I did what any rational person would do - I grabbed my t-shirt and towel, and bolted back to my room.  By the bright light of day, I came back for the rest of my clothes - and to drain the tub, which had not filled with blood or acquired a corpse or done anything else surreal in my absence. These events, incidentally, did not involve any mind-altering substances, but may have been heavily influenced by jet lag and several days of being unable to fall asleep until 5 or 6 in the morning.

But then, Oxford is kind of a surreal place, in any light.

What I loved best was how everyone I met had a burning passion for something - it might be so obscure that I'd never heard of it before (and certainly hadn't realized you could support yourself with a degree in it - Anglo-Saxon linguistics?), but everyone had fire in their eyes.

Room service at the Old Parsonage.
A bit later (October 2012).
(And frustration, very often. A good combination - fire and frustration.)

While my dad was there, we met every day (or every other day, once he got his hands on John Locke's Bible, with Locke's own annotations), for coffee, lunch or dinner. He found a coffee cart in the courtyard of an old church (I know, odd place for a coffee cart - that's Oxford) and he had espresso there most afternoons. I convinced him to try Thai food once or twice, but mostly he stuck to the traditional pubs and the cheesemonger in the Covered Market.

A week or so into the term, I learned that the pathology had finally come back on a mole I'd had removed before I'd left and it was not reassuring. The gist was that it was either a juvenile desmoplastic melanoma (mostly fatal, it seemed, but the literature was maddeningly vague) or nothing at all; the recommendation was to "not worry about it" while yet another pathologist examined the slides. I walked around in a daze, in my new country, thinking I might very well die in the near future. My fingers and toes went numb; I tried to listen to what people were saying but I might just as well have been lying on the bottom of that bathtub.

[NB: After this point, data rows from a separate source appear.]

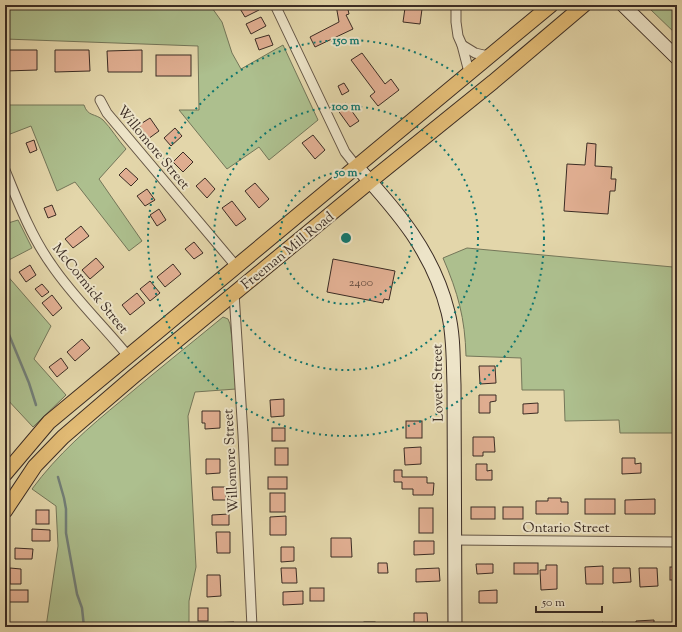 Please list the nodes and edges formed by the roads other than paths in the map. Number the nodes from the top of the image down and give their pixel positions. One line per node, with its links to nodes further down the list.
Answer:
1 (275, 5): 11 (street)
2 (455, 5): 6 (street)
3 (551, 5): 7 (main road, Freeman Mill Road)
4 (584, 5): 13 (main road, Freeman Mill Road)
5 (624, 5): 8 (street)
6 (462, 45): 7 (street); 9 (street)
7 (488, 56): 9 (main road, Freeman Mill Road)
8 (677, 58)
9 (469, 72): 11 (main road, Freeman Mill Road)
10 (100, 100): 14 (street, Willomore Street)
11 (357, 167): 13 (street, Lovett Street); 14 (main road, Freeman Mill Road)
12 (5, 170): 16 (street, McCormick Street)
13 (370, 182): 15 (main road, Freeman Mill Road); 19 (street, Lovett Street)
14 (236, 266): 16 (main road, Freeman Mill Road)
15 (234, 293): 18 (main road, Freeman Mill Road); 21 (street, Willomore Street)
16 (128, 356): 17 (main road, Freeman Mill Road)
17 (5, 474)
18 (5, 510)
19 (454, 540): 20 (street, Ontario Street); 22 (street, Lovett Street)
20 (677, 542)
21 (252, 627)
22 (455, 627) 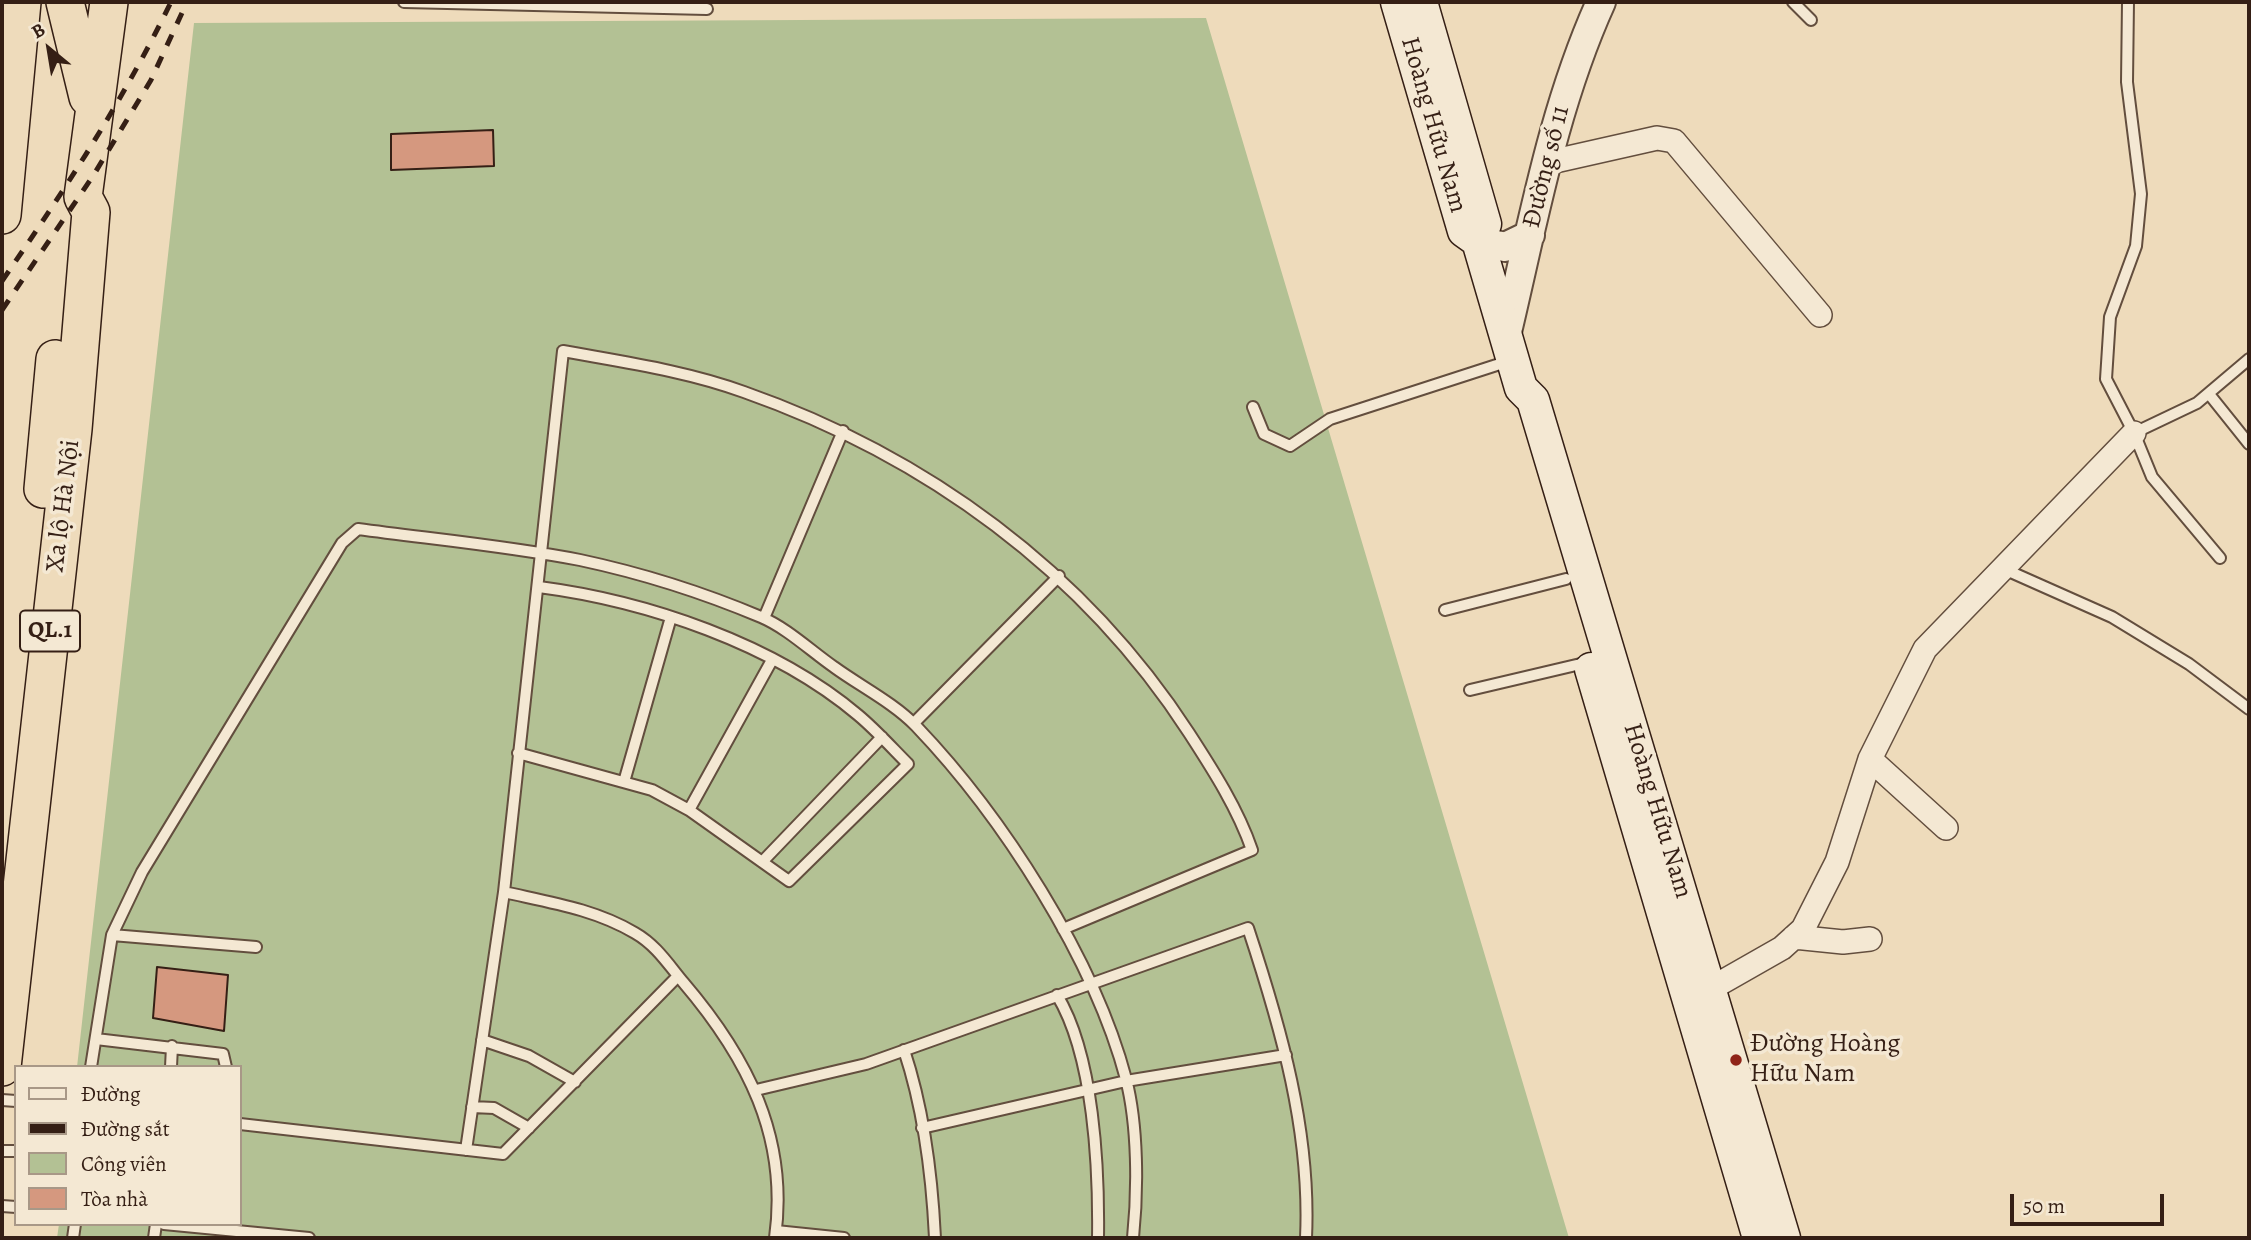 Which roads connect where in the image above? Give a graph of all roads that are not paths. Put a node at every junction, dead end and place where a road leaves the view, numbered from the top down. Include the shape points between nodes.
1 (22, 2) edge
2 (65, 2) edge
3 (109, 2) edge
4 (404, 2) edge
5 (1397, 2) edge
6 (1421, 2) edge
7 (1601, 2) edge
8 (1793, 2) edge
9 (2128, 2) edge
10 (590, 4) edge
11 (707, 9) dead end
12 (1811, 20) dead end
13 (94, 122) junction
14 (1546, 163) junction
15 (2, 215) edge
16 (1530, 235) junction
17 (1478, 241) junction
18 (1820, 315) dead end
19 (2249, 359) edge
20 (1513, 361) junction
21 (2208, 394) junction
22 (1253, 407) dead end
23 (843, 431) junction
24 (2134, 433) junction
25 (2249, 444) edge
26 (52, 514) junction
27 (543, 554) junction
28 (2220, 558) dead end
29 (2004, 569) junction
30 (1059, 576) junction
31 (1566, 579) junction
32 (539, 587) junction
33 (1445, 610) dead end
34 (671, 617) junction
35 (764, 618) junction
36 (772, 660) junction
37 (1589, 662) junction
38 (1470, 690) dead end
39 (2249, 709) edge
40 (914, 723) junction
41 (881, 737) junction
42 (518, 753) junction
43 (1870, 759) junction
44 (624, 782) junction
45 (689, 810) junction
46 (1946, 828) dead end
47 (762, 862) junction
48 (2, 865) edge
49 (504, 892) junction
50 (1063, 929) junction
51 (112, 935) junction
52 (1794, 937) junction
53 (1870, 939) dead end
54 (256, 947) dead end
55 (678, 976) junction
56 (1089, 983) junction
57 (1699, 993) junction
58 (1057, 995) junction
59 (96, 1039) junction
60 (482, 1040) junction
61 (172, 1046) junction
62 (904, 1050) junction
63 (1286, 1055) junction
64 (91, 1065) edge
65 (171, 1065) edge
66 (226, 1065) edge
67 (2, 1067) edge
68 (1126, 1081) junction
69 (575, 1082) junction
70 (1087, 1089) junction
71 (755, 1090) junction
72 (472, 1107) junction
73 (242, 1124) edge
74 (528, 1128) junction
75 (922, 1128) junction
76 (466, 1150) junction
77 (185, 1226) edge
78 (776, 1235) edge
79 (309, 1238) edge
80 (844, 1238) edge
81 (934, 1238) edge
82 (1098, 1238) edge
83 (1133, 1238) edge
84 (1306, 1238) edge
85 (1759, 1238) edge
86 (1784, 1238) edge

1 - 15 highway
2 - 13 highway, QL.1
3 - 13 highway, Xa lộ Hà Nội / QL.1
4 - 10 lane
5 - 17 main road, Hoàng Hữu Nam via 1464,231
6 - 17 main road, Hoàng Hữu Nam via 1485,224
7 - 14 street, Đường số 11 via 1567,90
8 - 12 lane
9 - 24 lane via 2127,82 2141,194 2136,246 2110,317 2106,379
10 - 11 lane
13 - 26 highway, Xa lộ Hà Nội / QL.1 via 83,197 70,210
14 - 16 street, Đường số 11
14 - 18 street via 1657,138 1674,141
16 - 17 street via 1505,247
16 - 20 street, Đường số 11
17 - 20 main road, Hoàng Hữu Nam
19 - 21 lane
20 - 22 lane via 1330,419 1290,446 1264,434
20 - 31 main road, Hoàng Hữu Nam via 1516,406
20 - 57 main road, Hoàng Hữu Nam via 1533,400
21 - 24 lane
21 - 25 lane
23 - 27 lane via 742,391 563,351
23 - 30 lane via 946,490
23 - 35 lane
24 - 28 lane via 2151,477
24 - 29 street
26 - 48 highway, Xa lộ Hà Nội / QL.1 via 36,585
26 - 67 highway, Xa lộ Hà Nội / QL.1
27 - 32 lane
27 - 35 lane via 635,573
27 - 51 lane via 358,529 342,543 142,872
29 - 39 lane via 2112,617 2189,664
29 - 43 street via 1925,649
30 - 40 lane
30 - 50 lane via 1113,632 1168,701 1208,762 1252,850
31 - 33 lane
31 - 37 main road, Hoàng Hữu Nam
32 - 34 lane via 616,600
32 - 42 lane
34 - 36 lane
34 - 44 lane
35 - 40 lane
36 - 41 lane via 857,714
36 - 45 lane
37 - 38 lane
37 - 57 main road, Hoàng Hữu Nam
40 - 50 lane via 1022,862
41 - 47 lane
41 - 47 lane via 908,764 789,881
42 - 44 lane
42 - 49 lane
43 - 46 street
43 - 52 street via 1836,862 1803,929
44 - 45 lane via 652,790
45 - 47 lane
49 - 55 lane via 579,908 635,933 661,953
49 - 60 lane
50 - 56 lane
51 - 54 lane
51 - 59 lane
52 - 53 street via 1843,942
52 - 57 street via 1783,948
55 - 69 lane
55 - 71 lane via 720,1026
56 - 58 lane
56 - 63 lane via 1248,928
56 - 68 lane
57 - 85 main road, Hoàng Hữu Nam
57 - 86 main road, Hoàng Hữu Nam
58 - 62 lane
58 - 70 lane via 1076,1040
59 - 61 lane
59 - 64 lane
60 - 69 lane via 529,1056
60 - 72 lane
61 - 65 lane
61 - 66 lane via 223,1054
62 - 71 lane via 866,1064
62 - 75 lane
63 - 68 lane
63 - 84 lane via 1300,1121
68 - 70 lane
68 - 83 lane via 1136,1169
69 - 74 lane
70 - 75 lane
70 - 82 lane via 1099,1195
71 - 78 lane via 774,1149 779,1192
72 - 74 lane via 494,1108
72 - 76 lane
73 - 76 lane
74 - 76 lane via 503,1154
75 - 81 lane via 933,1189
77 - 79 lane
78 - 80 lane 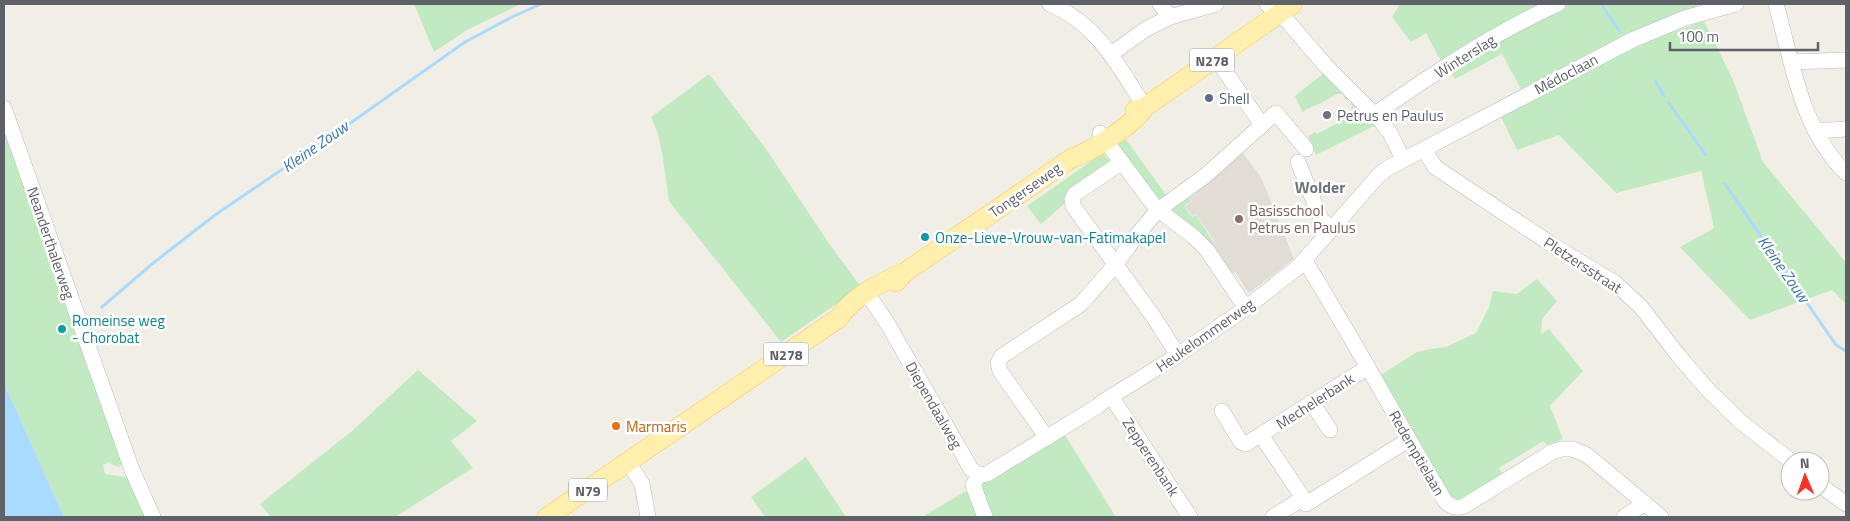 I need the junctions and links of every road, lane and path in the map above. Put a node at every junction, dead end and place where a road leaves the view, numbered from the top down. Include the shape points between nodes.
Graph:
1 (1050, 4) edge
2 (1160, 4) edge
3 (1216, 4) edge
4 (1558, 4) edge
5 (1736, 4) edge
6 (1776, 4) edge
7 (1280, 7) edge
8 (1710, 7) edge
9 (1170, 17) junction
10 (1111, 54) junction
11 (1215, 58) junction
12 (1846, 60) edge
13 (1792, 62) junction
14 (1145, 107) junction
15 (4, 108) edge
16 (1375, 114) junction
17 (1266, 121) junction
18 (1846, 129) edge
19 (1815, 131) junction
20 (1103, 136) junction
21 (1306, 149) dead end
22 (1424, 149) junction
23 (1404, 159) junction
24 (1122, 162) junction
25 (1298, 162) dead end
26 (1846, 173) edge
27 (1158, 210) junction
28 (1332, 229) junction
29 (1304, 261) junction
30 (1115, 266) junction
31 (870, 297) junction
32 (1246, 308) junction
33 (1178, 355) junction
34 (1368, 367) junction
35 (738, 386) joint
36 (1111, 396) junction
37 (1312, 403) junction
38 (1222, 411) dead end
39 (1330, 430) dead end
40 (1261, 435) junction
41 (1046, 438) junction
42 (1408, 440) junction
43 (1780, 452) edge
44 (628, 462) junction
45 (979, 475) junction
46 (1830, 492) edge
47 (1303, 498) junction
48 (1645, 503) junction
49 (1846, 504) edge
50 (1453, 512) edge
51 (153, 517) edge
52 (547, 517) edge
53 (648, 517) edge
54 (985, 517) edge
55 (1190, 517) edge
56 (1273, 517) edge
57 (1624, 517) edge
58 (1661, 517) edge

1 - 10 street via 1082,22
2 - 9 street
3 - 9 street
4 - 16 street, Winterslag via 1516,24
5 - 8 street, Médoclaan
6 - 13 street
7 - 11 main road, Tongerseweg / N278
7 - 16 street via 1284,17 1326,66
8 - 22 street, Médoclaan via 1625,43
9 - 10 street via 1146,29
10 - 14 street
11 - 14 main road, Tongerseweg / N278
11 - 17 street
12 - 13 street
13 - 19 street
14 - 20 main road, Tongerseweg / N278 via 1137,118
15 - 51 street, Neanderthalerweg via 132,470
16 - 23 street
17 - 21 street via 1276,113
17 - 27 street via 1204,176
18 - 19 street
19 - 26 street
20 - 24 street
20 - 31 main road, Tongerseweg / N278 via 1086,153 1072,158 904,273 891,288
22 - 23 street, Médoclaan
22 - 43 street, Pletzersstraat via 1435,167 1615,283 1641,307 1708,390 1741,422
23 - 28 street, Heukelommerweg via 1379,175
24 - 27 street
24 - 30 street via 1075,194 1072,200
25 - 28 street via 1321,219
27 - 30 street
27 - 32 street via 1194,237 1213,246
28 - 29 street, Heukelommerweg
29 - 32 street, Heukelommerweg
29 - 34 street, Redemptielaan
30 - 33 street
30 - 41 street via 1081,304 999,359 1000,371
31 - 35 main road, N278 via 848,317 839,318
31 - 45 street, Diependaalweg via 972,469
32 - 33 street, Heukelommerweg
33 - 36 street, Heukelommerweg
34 - 37 street, Mechelerbank
34 - 42 street, Redemptielaan
35 - 44 main road, N79
36 - 41 street, Heukelommerweg
36 - 55 street, Zepperenbank
37 - 39 street
37 - 40 street, Mechelerbank
38 - 40 street, Mechelerbank via 1243,443
40 - 47 street, Mechelerbank
41 - 45 street, Heukelommerweg via 987,474
42 - 47 street via 1306,504
42 - 50 street, Redemptielaan
44 - 52 main road, N79
44 - 53 street via 642,484
45 - 54 street via 973,486
46 - 49 street
47 - 56 street
48 - 50 street, Redemptielaan via 1587,455 1564,449 1552,452
48 - 57 street
48 - 58 street, Redemptielaan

It reminded me of another experience, a few years earlier: I brought my father to meet my college boyfriend's family for the first time, and their dog (with whom I generally got on well) bit through his upper lip. My dad was taking the blood thinner Coumadin at the time, so there was quite a lot of blood. I'm not normally troubled by blood - my own or patients' - but perhaps it was different because it was my dad and I felt protective of him. In any case, his mother suggested I drive everyone to the ED (that is, A&E for readers in Oxford; ER for everyone who hasn't been to one in the last 10 years), and I said, "I don't think that's a good idea," just as my vision went completely black.

In Oxford, the world had begun to drift in and out of focus without warning.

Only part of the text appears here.